Exercise prompt:
Check each line of the records below for the word "Gregerstraße" and copy those where it appears.

::::::::

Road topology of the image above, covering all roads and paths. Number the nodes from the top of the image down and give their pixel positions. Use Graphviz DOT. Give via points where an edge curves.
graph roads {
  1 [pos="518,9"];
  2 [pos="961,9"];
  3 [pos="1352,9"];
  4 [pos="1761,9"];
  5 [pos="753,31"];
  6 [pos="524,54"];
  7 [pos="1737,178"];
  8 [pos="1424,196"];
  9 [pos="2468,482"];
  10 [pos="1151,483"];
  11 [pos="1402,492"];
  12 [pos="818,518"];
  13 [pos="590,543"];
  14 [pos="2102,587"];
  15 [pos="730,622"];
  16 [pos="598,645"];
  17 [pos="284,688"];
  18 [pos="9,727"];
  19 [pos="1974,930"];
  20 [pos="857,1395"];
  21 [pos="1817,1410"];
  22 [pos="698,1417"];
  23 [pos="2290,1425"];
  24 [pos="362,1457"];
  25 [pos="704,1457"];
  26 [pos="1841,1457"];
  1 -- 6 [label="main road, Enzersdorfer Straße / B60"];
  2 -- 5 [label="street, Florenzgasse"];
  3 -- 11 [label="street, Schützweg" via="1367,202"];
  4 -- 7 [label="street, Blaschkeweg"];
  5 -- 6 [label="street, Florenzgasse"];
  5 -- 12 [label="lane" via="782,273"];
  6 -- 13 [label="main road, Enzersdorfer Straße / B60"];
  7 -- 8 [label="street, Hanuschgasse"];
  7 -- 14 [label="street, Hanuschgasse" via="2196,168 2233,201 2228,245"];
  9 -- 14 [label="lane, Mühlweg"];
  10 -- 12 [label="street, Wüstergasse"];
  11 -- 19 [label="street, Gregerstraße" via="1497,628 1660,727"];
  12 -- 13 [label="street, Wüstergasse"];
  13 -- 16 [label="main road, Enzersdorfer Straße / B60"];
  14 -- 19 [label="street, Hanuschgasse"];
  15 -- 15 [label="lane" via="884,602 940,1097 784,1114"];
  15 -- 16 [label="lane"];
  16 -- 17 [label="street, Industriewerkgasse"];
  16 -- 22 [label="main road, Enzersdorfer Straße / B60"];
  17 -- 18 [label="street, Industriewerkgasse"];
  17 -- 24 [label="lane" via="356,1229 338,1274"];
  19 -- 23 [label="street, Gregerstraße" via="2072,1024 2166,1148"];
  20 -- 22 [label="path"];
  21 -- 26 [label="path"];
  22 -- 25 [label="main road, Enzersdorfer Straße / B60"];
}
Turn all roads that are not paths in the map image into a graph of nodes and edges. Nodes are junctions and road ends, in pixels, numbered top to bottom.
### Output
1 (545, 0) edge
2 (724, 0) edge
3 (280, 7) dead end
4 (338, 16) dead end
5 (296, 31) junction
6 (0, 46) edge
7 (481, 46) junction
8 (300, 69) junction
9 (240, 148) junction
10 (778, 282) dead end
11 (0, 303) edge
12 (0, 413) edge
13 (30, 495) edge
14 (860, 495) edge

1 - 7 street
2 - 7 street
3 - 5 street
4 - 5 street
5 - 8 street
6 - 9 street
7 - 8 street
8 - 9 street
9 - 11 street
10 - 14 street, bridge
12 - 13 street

::::::::

Exercise solution:
  11 -- 19 [label="street, Gregerstraße" via="1497,628 1660,727"];
  19 -- 23 [label="street, Gregerstraße" via="2072,1024 2166,1148"];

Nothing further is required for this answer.